The low cost per bit of 5G means almost nothing if you can’t sell the bandwidth. I’ve been warning for at least five years that telcos’ biggest problem is overcapacity. In 95% of locations, most of the time, major telcos have excess capacity. The tech is moving incredibly fast, driving cost per bit down at 40%-50% per year.
Hans Vestberg at Verizon discovered this the hard way. He told an interviewer his 5G network would cost 90% less per bit. He would use that cost advantage to create profitable new products. When asked which products Verizon would offer, he said he didn’t want to tip off the competition.
A year and a half later, Verizon has no significant new products or revenue sources. None.
(The network also isn’t performing. Open Signal connected to 5G 4/10ths of 1% of the time.)
Craig Moffett, the best on Wall Street, warns of “The Fallacy of Marginal Cost Advantage.”
All of us are taught from our earliest studies of microeconomics that marginal cost advantage is… well, everything. The cost-advantaged widget maker will always win…
It’s not true with telecom.
Years ago, I was asked by one of the legacy long-distance networks whether the spate of next-generation fiber long-distance networks … would indeed have an “order of magnitude” advantage in marginal costs … We concluded the “next-gen” networks would indeed have marginal costs that were an order of magnitude lower than those of the legacy providers.
But that wasn’t the bad news. The real problem wasn’t the marginal cost disadvantage. It was excess capacity. The capacity of long haul fiber networks had exploded in 1997 and 1998, driven by technology advances.
We are regularly asked whether we buy the thesis that Dish Network can build a next-generation virtualized ORAN network that will have a significant marginal cost advantage,,,
Sure they can. The cost of a network is almost entirely fixed; there’s the cost of network construction, and there’s the ongoing cost of powering, infrastructure rental, repair, and maintenance. Sending more or fewer pulses of light doesn’t change any of those.

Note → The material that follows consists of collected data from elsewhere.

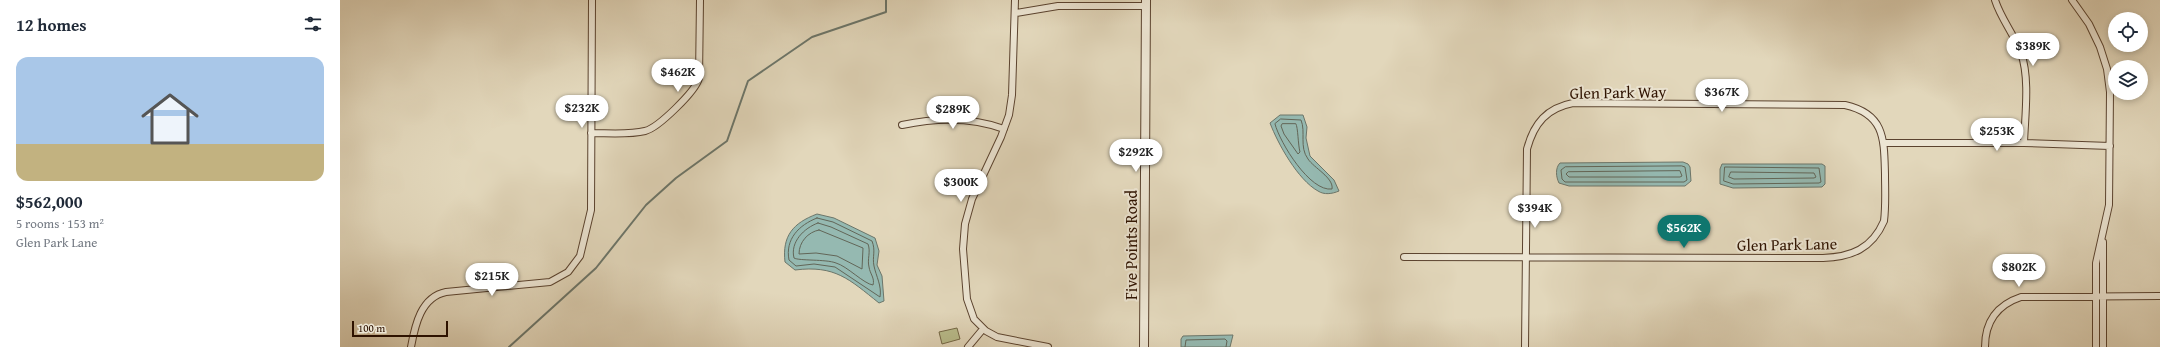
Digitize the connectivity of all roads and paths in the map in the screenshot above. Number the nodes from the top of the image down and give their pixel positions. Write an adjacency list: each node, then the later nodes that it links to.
1 (592, 0): 10 (street)
2 (700, 0): 10 (street)
3 (1015, 0): 7 (street)
4 (1995, 0): 12 (street)
5 (2072, 0): 13 (street)
6 (1146, 3): 7 (street); 25 (street, Five Points Road)
7 (1016, 13): 9 (street)
8 (902, 124): 9 (street)
9 (1004, 129): 21 (street)
10 (591, 133): 22 (street)
11 (1884, 143): 12 (street); 16 (street, Glen Park Lane); 16 (street, Glen Park Way)
12 (2024, 143): 13 (street)
13 (2110, 146): 14 (street)
14 (2103, 237): 17 (street); 17 (street)
15 (1404, 257): 16 (street, Glen Park Lane)
16 (1526, 258): 26 (street)
17 (2099, 296): 18 (street); 20 (street); 28 (street); 29 (street)
18 (2160, 296)
19 (1993, 304): 20 (street)
20 (1998, 309): 27 (street)
21 (983, 329): 23 (street); 24 (street)
22 (411, 347)
23 (968, 347)
24 (1048, 347)
25 (1144, 347)
26 (1525, 347)
27 (1986, 347)
28 (2096, 347)
29 (2103, 347)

Any self-respecting network engineer will tell you that one of the first things they ever learned about network economics is that networks are built to handle the moment of peak demand. It therefore follows that the cost of a unit of capacity at any moment other than the moment of peak demand is zero. It is excess, it is not recoverable, and it is therefore valueless (a unit of capacity one second ago that expired unused isn’t helpful to anyone, and is lost forever).
In the end, there are only three things that matter: what does the network cost to build? What does it cost to operate? And how much revenue can it generate? What Dish is planning in the U.S., is a reminder that building and operating networks is hard. And earning a return on them is even harder.
The key question for Dish, Rakuten, 1+1 Drillisch, and other new networks is not whether their costs are low. It’s whether that can be turned into sales. Jio in India proved it was possible, reaching ~400 million subscribers in 4 years. It won’t be easy.
Early results on Open Ran, SDN, NFV, and the like don’t match the hype.
Alex Choi of Deutsche Telekom is enthusiastic about Open RAN and the other buzzwords as near-future technologies, still with challenges. That’s the near-universal consensus of the top network engineers. That doesn’t mean the new networks shouldn’t pioneer, but I’ve been seeing some unfortunate datapoints”
- Vodafone CTO Scott Petty has been one of the most enthusiastic supporters and is doing some deployments. But Laurie Clarke of New Scientist quotes Petty, “We believe by 2023, we may be able to deploy some scale in the rural parts of our network, but it will take until 2025 to be able to deploy at real scale in our denser urban and suburban areas.”
- Huawei and Ericsson both claim the standard, off the shelf hardware, just isn’t fast enough. Tareq Amin at Rakuten found out the hard way. “Rakuten pays hundreds of millions of dollars in non-recurring engineering fees to chipmakers like Qualcomm to obtain the components it needs.” Thanks to John Hendel at Politico for the revealing insight.
- AT&T was the first strong backer of SDN/NFV/Ecomp, pouring a fortune into open software. It is quietly cutting back. A friend has been receiving resumes from senior people at AT&T.